Measure the start-up time of the quartz oscillator

Measure the start-up time of the quartz oscillator

Practical measurement methods for the post "Optimising quartz crystals for ICs" - sections E and 4

To the encyclopaedia article : Matching crystals optimally to ICs

What it's all about:

The start-up time is the time between switching on the supply voltage (or enabling the oscillator in the MCU) and reaching a stable, usable oscillation. It is particularly critical for low-power MCUs with frequent sleep/wake cycles because each start process is directly included in the energy balance and determines the overall latency.
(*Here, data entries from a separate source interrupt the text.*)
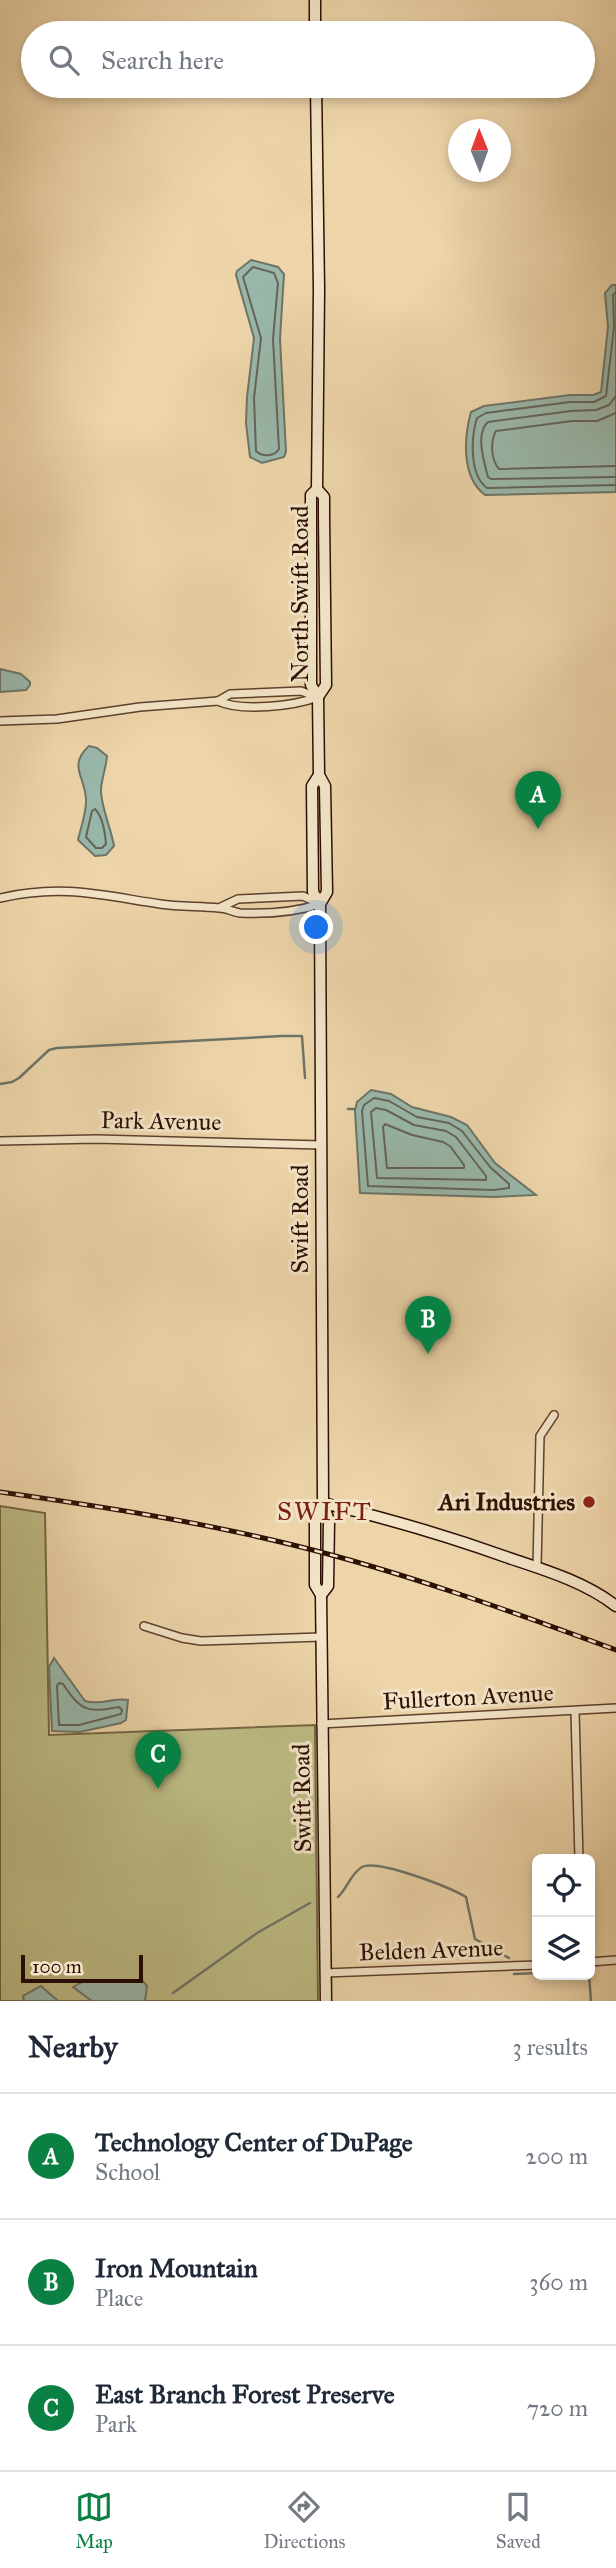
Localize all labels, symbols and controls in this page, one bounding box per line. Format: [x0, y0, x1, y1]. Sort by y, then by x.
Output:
search box [21, 21, 595, 98]
icon: search [45, 41, 83, 79]
text: Search here [101, 44, 224, 76]
north arrow [448, 119, 511, 182]
street label: North Swift Road [285, 505, 315, 683]
pin: A [515, 771, 561, 829]
your location [299, 910, 333, 944]
street label: Park Avenue [100, 1105, 222, 1137]
street label: Swift Road [285, 1165, 315, 1273]
pin: B [405, 1296, 451, 1354]
place label: Ari Industries [436, 1487, 575, 1517]
marker: Ari Industries [581, 1494, 597, 1510]
district label: SWIFT [277, 1495, 373, 1527]
street label: Fullerton Avenue [382, 1678, 554, 1716]
pin: C [135, 1731, 181, 1789]
street label: Swift Road [286, 1743, 318, 1853]
map controls [532, 1854, 595, 1980]
button: locate [532, 1854, 595, 1917]
button: layers [532, 1917, 595, 1980]
street label: Belden Avenue [358, 1932, 504, 1968]
scale bar [21, 1952, 144, 1984]
text: 100 m [32, 1955, 82, 1978]
text: Nearby [28, 2029, 118, 2065]
text: 3 results [512, 2033, 588, 2061]
text: Technology Center of DuPage [95, 2126, 413, 2158]
text: A [43, 2142, 59, 2170]
text: 200 m [526, 2142, 588, 2170]
text: School [95, 2158, 160, 2186]
text: Iron Mountain [95, 2252, 258, 2284]
text: B [43, 2268, 59, 2296]
text: 360 m [529, 2268, 588, 2296]
text: Place [95, 2284, 143, 2312]
text: East Branch Forest Preserve [95, 2378, 395, 2410]
text: C [43, 2394, 59, 2422]
text: 720 m [527, 2394, 588, 2422]
text: Park [95, 2410, 137, 2438]
tab: Map [75, 2488, 113, 2553]
tab: Directions [263, 2488, 345, 2553]
tab: Saved [496, 2488, 541, 2553]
Typical requirements: < 2 ms for fast MCUs with a strong oscillator, 2 - 10 ms for standard designs, 250 - 1000 ms for 32.768 kHz clock crystals.

Influence variables

  • Gain of the oscillator in the IC (|-Rneg|)
  • ESR of the crystal
  • Load capacitance CL or actually effective C1, C2 and Cpar
  • Temperature (-40 °C significantly longer than +25 °C)
  • Supply voltage (low VCC extends start time exponentially)
  • Quality of the VCC ramp (rise time, monotony)

Definition of the start-up time

The start-up time is usually defined as the time at which the oscillation amplitude reaches 90% of its steady-state final value. Some MCU manufacturers define it differently as reaching the digital logic level or as enabling the XOSC ready flag.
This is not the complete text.